EXERCISE INPUTS Start Marker

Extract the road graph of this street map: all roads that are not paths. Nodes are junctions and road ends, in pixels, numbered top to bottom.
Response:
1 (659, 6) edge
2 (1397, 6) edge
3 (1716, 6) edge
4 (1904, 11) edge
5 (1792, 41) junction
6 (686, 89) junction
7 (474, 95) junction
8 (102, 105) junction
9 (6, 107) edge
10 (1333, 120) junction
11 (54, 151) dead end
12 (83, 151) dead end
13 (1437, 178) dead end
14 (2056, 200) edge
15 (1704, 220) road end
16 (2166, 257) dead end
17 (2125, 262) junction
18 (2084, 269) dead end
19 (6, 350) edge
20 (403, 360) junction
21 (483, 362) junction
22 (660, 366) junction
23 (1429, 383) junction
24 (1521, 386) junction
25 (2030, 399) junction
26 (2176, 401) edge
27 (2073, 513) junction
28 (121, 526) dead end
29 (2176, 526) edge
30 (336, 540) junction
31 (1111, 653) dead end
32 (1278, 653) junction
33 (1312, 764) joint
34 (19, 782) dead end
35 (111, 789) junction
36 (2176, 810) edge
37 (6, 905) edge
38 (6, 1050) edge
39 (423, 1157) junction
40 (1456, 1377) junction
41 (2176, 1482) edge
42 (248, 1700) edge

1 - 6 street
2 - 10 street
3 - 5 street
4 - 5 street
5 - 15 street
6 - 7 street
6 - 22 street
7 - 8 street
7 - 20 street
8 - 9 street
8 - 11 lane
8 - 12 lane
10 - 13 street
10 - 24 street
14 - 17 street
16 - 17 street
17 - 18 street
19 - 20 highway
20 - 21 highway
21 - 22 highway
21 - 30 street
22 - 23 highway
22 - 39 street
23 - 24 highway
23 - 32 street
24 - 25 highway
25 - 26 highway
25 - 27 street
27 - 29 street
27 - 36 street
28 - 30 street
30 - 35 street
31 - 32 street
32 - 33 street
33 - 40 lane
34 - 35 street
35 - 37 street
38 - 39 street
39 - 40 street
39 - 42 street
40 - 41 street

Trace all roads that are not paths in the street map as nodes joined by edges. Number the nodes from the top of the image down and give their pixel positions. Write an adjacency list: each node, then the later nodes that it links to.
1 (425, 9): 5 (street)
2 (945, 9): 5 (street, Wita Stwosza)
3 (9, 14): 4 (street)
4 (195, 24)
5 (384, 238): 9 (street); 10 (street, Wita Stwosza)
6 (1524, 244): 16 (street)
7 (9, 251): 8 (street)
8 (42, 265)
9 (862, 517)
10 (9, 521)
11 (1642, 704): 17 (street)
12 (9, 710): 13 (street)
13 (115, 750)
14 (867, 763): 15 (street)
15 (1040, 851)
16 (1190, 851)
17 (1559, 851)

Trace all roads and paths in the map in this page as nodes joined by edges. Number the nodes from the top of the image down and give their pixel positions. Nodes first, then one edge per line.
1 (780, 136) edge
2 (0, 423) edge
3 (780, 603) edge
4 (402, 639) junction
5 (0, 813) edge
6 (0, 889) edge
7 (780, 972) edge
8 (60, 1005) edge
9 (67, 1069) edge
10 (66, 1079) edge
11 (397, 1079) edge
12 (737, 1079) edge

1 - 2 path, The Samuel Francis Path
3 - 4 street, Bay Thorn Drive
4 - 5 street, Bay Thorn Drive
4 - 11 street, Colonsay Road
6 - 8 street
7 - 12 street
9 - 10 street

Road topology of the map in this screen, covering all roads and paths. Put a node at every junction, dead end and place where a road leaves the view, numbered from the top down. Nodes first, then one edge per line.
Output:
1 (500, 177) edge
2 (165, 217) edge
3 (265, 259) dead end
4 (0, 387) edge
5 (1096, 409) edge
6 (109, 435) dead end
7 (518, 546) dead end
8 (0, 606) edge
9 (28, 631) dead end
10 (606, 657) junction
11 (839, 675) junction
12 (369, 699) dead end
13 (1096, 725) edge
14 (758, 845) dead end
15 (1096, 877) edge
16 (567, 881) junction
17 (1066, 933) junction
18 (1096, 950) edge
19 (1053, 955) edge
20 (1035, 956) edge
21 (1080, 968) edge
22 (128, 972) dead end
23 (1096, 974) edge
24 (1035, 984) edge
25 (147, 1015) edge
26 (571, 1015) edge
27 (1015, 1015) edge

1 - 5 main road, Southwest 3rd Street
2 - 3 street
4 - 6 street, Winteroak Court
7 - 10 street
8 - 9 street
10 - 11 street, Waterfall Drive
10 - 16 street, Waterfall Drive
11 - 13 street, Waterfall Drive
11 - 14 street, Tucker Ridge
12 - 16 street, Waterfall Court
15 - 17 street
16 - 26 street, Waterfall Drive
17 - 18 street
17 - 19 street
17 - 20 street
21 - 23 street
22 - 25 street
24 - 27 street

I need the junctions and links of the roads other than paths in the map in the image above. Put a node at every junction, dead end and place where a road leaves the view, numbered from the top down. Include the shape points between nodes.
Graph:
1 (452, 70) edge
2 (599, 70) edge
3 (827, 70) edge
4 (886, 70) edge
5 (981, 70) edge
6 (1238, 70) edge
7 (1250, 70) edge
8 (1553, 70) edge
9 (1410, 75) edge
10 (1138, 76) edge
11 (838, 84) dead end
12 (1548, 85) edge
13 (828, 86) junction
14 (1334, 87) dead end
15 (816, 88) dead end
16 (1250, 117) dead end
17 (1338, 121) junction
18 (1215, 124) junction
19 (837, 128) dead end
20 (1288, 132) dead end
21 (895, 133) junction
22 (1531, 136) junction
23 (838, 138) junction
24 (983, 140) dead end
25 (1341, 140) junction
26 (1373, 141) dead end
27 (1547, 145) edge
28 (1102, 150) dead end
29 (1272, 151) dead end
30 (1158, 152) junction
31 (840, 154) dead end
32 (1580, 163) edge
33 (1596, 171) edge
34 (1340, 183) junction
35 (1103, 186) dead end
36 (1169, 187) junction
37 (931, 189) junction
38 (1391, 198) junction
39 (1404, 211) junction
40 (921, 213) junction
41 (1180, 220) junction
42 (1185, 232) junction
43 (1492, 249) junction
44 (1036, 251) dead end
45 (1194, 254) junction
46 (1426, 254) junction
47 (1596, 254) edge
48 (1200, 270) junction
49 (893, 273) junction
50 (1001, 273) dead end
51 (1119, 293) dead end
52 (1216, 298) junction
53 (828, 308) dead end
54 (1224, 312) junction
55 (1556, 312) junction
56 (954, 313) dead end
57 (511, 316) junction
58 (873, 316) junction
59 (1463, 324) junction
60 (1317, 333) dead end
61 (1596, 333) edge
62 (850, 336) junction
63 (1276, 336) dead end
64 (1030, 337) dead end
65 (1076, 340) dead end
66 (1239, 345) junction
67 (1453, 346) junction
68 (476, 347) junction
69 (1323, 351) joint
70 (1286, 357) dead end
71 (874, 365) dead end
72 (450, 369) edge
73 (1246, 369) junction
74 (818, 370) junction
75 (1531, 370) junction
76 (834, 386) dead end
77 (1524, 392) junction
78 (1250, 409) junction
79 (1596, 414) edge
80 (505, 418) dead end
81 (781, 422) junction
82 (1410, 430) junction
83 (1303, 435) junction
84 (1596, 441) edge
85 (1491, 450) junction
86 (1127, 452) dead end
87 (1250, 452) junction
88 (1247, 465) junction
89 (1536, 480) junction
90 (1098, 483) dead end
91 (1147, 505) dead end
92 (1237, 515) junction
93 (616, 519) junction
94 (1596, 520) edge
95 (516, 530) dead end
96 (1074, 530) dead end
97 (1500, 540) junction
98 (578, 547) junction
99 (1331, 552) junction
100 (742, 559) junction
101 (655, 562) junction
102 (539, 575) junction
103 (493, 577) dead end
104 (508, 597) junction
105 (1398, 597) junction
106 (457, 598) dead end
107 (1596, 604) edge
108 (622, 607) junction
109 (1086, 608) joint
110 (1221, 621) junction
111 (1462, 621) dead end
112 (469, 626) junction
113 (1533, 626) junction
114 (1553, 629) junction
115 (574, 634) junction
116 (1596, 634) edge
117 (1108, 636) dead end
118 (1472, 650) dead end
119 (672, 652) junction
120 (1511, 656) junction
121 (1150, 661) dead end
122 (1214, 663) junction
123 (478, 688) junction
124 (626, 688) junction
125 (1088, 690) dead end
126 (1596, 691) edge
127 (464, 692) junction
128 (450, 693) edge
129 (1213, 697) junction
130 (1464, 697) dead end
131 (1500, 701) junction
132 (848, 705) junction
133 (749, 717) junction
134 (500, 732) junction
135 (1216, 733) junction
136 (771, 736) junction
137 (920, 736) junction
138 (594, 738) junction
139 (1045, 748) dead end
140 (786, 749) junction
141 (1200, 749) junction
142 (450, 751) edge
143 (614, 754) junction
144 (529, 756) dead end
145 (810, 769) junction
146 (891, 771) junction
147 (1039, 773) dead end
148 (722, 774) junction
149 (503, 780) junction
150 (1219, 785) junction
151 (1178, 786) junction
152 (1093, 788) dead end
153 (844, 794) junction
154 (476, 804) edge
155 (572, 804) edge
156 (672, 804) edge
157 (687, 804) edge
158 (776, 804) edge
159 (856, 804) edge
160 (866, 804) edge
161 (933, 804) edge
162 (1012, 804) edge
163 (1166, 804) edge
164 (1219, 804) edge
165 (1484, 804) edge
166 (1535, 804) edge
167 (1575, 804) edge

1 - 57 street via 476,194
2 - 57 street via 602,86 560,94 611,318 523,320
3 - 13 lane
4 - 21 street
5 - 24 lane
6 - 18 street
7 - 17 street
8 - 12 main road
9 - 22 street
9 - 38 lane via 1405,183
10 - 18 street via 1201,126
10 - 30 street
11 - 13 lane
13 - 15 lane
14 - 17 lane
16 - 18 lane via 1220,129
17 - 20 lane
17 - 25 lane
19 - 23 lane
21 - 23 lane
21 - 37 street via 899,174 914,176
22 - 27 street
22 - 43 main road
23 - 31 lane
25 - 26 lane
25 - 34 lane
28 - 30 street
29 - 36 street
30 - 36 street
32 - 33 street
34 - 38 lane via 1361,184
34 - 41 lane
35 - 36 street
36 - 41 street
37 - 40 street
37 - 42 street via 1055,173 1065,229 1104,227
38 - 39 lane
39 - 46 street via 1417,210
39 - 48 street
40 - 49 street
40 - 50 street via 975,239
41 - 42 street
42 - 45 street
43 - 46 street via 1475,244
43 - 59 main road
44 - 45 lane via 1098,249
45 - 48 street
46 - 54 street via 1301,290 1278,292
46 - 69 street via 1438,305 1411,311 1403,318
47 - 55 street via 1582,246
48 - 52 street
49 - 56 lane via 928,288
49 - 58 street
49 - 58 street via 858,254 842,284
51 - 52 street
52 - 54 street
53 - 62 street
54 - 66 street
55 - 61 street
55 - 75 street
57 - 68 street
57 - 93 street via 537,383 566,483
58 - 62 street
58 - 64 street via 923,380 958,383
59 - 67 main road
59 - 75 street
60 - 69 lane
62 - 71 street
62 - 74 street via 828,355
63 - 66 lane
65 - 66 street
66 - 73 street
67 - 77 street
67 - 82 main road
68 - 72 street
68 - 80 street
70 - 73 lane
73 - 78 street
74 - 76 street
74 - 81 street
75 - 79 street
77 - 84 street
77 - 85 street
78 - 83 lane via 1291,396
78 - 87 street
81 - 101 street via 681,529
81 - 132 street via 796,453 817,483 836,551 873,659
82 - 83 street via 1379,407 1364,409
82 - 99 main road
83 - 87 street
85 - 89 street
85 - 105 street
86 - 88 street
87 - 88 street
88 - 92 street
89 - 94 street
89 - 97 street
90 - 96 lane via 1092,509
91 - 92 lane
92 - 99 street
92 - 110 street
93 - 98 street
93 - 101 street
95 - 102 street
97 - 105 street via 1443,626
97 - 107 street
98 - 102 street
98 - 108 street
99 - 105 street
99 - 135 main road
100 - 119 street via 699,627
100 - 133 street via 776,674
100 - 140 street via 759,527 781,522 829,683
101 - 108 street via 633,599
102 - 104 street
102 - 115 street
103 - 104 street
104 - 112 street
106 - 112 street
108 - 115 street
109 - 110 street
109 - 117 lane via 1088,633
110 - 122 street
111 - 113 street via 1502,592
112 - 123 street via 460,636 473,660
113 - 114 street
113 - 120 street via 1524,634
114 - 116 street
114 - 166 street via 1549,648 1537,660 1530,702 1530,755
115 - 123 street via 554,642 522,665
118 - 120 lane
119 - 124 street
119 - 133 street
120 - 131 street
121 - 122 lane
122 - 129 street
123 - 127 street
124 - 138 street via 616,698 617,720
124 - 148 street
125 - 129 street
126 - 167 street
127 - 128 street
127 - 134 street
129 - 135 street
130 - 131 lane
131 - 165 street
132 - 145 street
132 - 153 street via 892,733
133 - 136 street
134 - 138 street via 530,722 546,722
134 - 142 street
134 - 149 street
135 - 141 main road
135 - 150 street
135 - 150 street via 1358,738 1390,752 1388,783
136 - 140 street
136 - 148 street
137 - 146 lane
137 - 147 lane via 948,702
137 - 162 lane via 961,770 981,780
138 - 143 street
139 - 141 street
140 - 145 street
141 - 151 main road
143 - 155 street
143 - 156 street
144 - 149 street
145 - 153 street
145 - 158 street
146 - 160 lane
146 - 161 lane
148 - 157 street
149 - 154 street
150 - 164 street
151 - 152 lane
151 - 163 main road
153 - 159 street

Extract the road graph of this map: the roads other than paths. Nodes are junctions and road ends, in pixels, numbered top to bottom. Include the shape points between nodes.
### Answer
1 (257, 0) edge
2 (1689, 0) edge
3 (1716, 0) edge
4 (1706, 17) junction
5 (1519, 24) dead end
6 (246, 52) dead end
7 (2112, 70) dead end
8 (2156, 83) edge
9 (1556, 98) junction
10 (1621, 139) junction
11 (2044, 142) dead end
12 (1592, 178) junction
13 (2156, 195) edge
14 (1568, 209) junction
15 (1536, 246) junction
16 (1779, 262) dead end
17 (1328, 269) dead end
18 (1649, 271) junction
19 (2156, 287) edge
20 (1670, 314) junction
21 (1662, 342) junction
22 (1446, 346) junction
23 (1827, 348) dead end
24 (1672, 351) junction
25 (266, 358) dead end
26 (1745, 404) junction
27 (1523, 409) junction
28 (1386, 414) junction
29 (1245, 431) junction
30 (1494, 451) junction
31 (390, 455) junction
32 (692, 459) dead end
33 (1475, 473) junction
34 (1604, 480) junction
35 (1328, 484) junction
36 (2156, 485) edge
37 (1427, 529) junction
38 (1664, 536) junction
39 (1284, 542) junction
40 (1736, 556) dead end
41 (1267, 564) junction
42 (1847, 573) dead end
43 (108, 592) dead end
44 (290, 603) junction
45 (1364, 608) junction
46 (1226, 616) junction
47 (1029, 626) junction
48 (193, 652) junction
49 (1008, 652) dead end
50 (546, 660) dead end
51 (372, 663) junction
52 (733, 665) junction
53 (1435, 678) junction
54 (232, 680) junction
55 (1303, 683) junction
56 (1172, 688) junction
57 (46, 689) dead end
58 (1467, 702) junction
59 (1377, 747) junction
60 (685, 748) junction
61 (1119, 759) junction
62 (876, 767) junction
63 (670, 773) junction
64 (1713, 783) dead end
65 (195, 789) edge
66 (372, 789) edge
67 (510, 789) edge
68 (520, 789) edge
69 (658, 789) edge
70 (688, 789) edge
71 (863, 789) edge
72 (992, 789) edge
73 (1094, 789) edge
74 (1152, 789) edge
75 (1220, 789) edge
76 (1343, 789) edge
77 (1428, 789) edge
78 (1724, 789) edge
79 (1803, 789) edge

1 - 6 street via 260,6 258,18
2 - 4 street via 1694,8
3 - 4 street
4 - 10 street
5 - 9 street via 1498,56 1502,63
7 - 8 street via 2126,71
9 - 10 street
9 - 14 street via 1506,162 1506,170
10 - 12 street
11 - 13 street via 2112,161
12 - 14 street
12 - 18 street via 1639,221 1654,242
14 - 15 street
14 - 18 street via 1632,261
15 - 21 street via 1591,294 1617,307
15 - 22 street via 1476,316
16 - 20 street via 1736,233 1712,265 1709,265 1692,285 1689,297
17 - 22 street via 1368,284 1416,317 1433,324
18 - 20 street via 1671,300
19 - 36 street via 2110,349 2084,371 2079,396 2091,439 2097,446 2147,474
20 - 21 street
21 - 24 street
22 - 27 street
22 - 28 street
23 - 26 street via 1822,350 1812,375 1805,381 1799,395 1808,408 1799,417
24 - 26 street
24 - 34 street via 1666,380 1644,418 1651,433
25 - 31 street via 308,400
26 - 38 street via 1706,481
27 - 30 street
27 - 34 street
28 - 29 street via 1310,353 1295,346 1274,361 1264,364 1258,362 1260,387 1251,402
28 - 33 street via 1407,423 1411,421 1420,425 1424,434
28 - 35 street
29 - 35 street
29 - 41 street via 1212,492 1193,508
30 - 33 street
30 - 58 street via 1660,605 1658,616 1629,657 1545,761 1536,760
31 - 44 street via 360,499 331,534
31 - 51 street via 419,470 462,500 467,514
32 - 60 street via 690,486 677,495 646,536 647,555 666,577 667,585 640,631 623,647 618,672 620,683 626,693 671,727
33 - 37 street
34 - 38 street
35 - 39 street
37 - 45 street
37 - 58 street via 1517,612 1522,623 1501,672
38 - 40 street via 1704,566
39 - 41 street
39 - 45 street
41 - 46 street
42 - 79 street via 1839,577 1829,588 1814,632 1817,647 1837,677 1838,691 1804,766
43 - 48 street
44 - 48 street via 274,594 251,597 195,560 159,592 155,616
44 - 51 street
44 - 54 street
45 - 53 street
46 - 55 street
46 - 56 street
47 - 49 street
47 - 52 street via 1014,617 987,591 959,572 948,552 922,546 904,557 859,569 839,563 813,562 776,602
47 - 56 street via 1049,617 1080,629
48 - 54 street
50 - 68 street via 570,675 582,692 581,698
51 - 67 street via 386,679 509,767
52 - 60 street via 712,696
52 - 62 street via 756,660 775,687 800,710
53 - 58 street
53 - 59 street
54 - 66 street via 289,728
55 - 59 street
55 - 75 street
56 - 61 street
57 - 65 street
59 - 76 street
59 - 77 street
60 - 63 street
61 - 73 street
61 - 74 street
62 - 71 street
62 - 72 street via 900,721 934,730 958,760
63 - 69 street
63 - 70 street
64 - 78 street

EXERCISE INPUTS End Marker

PROBLEM TO WORK ON =
Tell me how many lines in the records above include the word "shape"; the number is all that is needed.

TASK OUTPUT =
2